Le message n’a pas fonctionné et les passages frontaliers ont grimpé en flèche au cours des premières semaines de mars alors qu’un nombre record de mineurs non accompagnés ont été placés en détention. Les migrants arrivant dans le cadre d’un groupe familial ont grimpé à 53 623 en mars, une multiplication par sept par rapport à janvier. Tant d’adultes célibataires traversaient et tentaient d’échapper à la capture que les agents frontaliers ont déclaré qu’ils avaient du mal à réagir car ils ont enregistré près de 1 000 incidents «évadés» chaque jour.

L’arrivée de tant d’adolescents et d’enfants a poussé les responsables du HHS à ouvrir des abris d’urgence, et Mayorkas a mobilisé l’Agence fédérale de gestion des urgences pour les aider. Bientôt, le réseau d’abris temporaires comprendra des centres de congrès ainsi que des sites militaires et des camps de travailleurs dans les champs pétrolifères du Texas alors que l’administration Biden se précipita pour ouvrir des lits sur une douzaine de sites.

Lors d’une conférence de presse le 25 mars, Biden a faussement décrit l’augmentation comme une norme saisonnière, et non comme le résultat de sa politique ou de son approche. « La vérité est que rien n’a changé », a déclaré Biden. «Cela arrive chaque année, solitaire.»

« J’aime penser que c’est parce que je suis un gars sympa, mais ce n’est pas le cas, » il mentionné.

Alors que les responsables de Biden se sont engagés à réduire les pressions aux frontières en s’attaquant aux «causes profondes» de la migration en provenance d’Amérique centrale, ils ont travaillé en coulisse pour amener le Mexique à renforcer l’application de la loi. Le président mexicain Andrés Manuel López Obrador a accepté de déployer davantage de policiers et de soldats près de la frontière du pays avec le Guatemala, et les États-Unis se sont engagés à lui expédier des millions de doses de vaccins anti-coronavirus excédentaires.

avril

La répression au Mexique semble avoir eu un certain effet jusqu’à présent en avril, car le nombre de mineurs et de membres de leur famille arrivant en détention aux États-Unis a légèrement diminué, alors même que le nombre d’adultes célibataires a augmenté. Les responsables américains se préparaient à ce que les niveaux de migration poursuivent leur forte ascension, mais statistiques préliminaires suggèrent que la tendance s’est stabilisée.

Le mois d’avril reste néanmoins sur la bonne voie pour être l’un des mois les plus chargés le long de la frontière au cours des deux dernières décennies. De nombreux législateurs républicains insistent sur le fait qu’ils n’envisageront aucune législation relative à l’immigration tant que les chiffres ne baisseront pas considérablement, ce qui limitera davantage le chemin déjà étroit du président.

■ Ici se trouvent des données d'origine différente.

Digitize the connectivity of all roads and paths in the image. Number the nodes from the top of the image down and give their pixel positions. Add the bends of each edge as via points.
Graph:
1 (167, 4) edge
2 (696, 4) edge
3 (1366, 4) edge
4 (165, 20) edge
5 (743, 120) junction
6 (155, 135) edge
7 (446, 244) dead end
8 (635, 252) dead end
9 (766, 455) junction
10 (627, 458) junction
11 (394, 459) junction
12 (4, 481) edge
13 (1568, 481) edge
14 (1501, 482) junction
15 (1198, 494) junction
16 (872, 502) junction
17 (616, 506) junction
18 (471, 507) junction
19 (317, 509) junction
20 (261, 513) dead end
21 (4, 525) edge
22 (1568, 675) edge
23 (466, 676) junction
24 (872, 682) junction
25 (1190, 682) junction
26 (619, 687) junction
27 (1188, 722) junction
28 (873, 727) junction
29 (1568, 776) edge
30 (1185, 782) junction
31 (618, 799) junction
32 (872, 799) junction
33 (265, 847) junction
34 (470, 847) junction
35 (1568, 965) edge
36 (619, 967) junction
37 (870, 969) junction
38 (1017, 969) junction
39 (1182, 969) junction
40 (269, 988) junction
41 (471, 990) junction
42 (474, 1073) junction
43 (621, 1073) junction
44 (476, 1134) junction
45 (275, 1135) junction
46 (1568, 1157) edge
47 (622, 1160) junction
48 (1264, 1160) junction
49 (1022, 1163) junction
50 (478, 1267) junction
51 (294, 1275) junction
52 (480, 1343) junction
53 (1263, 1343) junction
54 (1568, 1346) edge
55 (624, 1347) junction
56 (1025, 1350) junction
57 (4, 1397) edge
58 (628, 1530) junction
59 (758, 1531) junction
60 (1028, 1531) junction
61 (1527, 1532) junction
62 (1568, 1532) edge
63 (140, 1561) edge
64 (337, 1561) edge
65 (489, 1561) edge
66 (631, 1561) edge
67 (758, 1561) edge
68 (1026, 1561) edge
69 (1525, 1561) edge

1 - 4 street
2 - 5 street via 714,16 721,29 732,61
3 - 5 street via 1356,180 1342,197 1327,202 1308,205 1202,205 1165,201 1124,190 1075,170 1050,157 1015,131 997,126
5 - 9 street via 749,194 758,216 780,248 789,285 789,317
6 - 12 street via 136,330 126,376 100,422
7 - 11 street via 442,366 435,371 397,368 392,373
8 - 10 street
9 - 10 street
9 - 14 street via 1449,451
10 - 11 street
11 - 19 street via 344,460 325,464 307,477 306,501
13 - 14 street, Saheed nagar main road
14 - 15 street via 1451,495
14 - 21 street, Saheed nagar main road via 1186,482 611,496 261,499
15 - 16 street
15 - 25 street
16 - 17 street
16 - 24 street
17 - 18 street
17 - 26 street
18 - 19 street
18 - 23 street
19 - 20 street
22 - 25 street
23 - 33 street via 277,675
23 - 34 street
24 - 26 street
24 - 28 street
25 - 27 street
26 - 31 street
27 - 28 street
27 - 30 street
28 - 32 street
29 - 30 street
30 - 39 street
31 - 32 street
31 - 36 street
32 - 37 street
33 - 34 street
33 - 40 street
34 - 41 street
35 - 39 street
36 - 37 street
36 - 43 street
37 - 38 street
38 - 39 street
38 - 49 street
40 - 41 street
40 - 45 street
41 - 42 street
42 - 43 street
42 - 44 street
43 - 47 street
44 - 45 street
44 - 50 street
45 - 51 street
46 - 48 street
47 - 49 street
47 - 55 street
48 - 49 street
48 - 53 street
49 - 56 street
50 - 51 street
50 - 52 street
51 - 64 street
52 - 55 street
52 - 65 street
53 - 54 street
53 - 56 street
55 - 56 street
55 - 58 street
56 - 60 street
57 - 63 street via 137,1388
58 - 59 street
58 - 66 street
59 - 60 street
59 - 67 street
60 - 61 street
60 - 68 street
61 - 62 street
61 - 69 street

L’administration Biden compte désormais plus de 21000 adolescents et enfants dans les abris du HHS – un record – plus 1700 autres dans les stations et les installations de patrouille frontalière. Bien que l’administration augmente rapidement le nombre de lits dans les refuges, elle manque de suffisamment de gardiens d’enfants pour les superviser et de travailleurs sociaux pour sélectionner les membres de leur famille afin de déterminer leur admissibilité à la garde. L’administration cherche bénévoles de tout le gouvernement, y compris des agences comme la NASA, l’Environmental Protection Agency et la Federal Trade Commission, qui sont disposées à se rendre à la frontière et à aider les mineurs pendant plusieurs mois.

À la mi-avril, Biden a choisi de ne pas admettre plus de réfugiés, ce qui a déclenché une réaction brutale parmi les démocrates qui a forcé la Maison Blanche à cours inversé. Le président a alors, pour la première fois, qualifié la poussée migratoire de «crise».

«Le problème était que la partie réfugiée travaillait sur la crise qui s’est terminée à la frontière avec les jeunes, et nous ne pouvions pas faire deux choses à la fois», a-t-il déclaré.

Deux jours plus tard, les responsables de la Maison Blanche a dit à CNN que la déclaration de Biden ne reflétait pas la position officielle de son administration.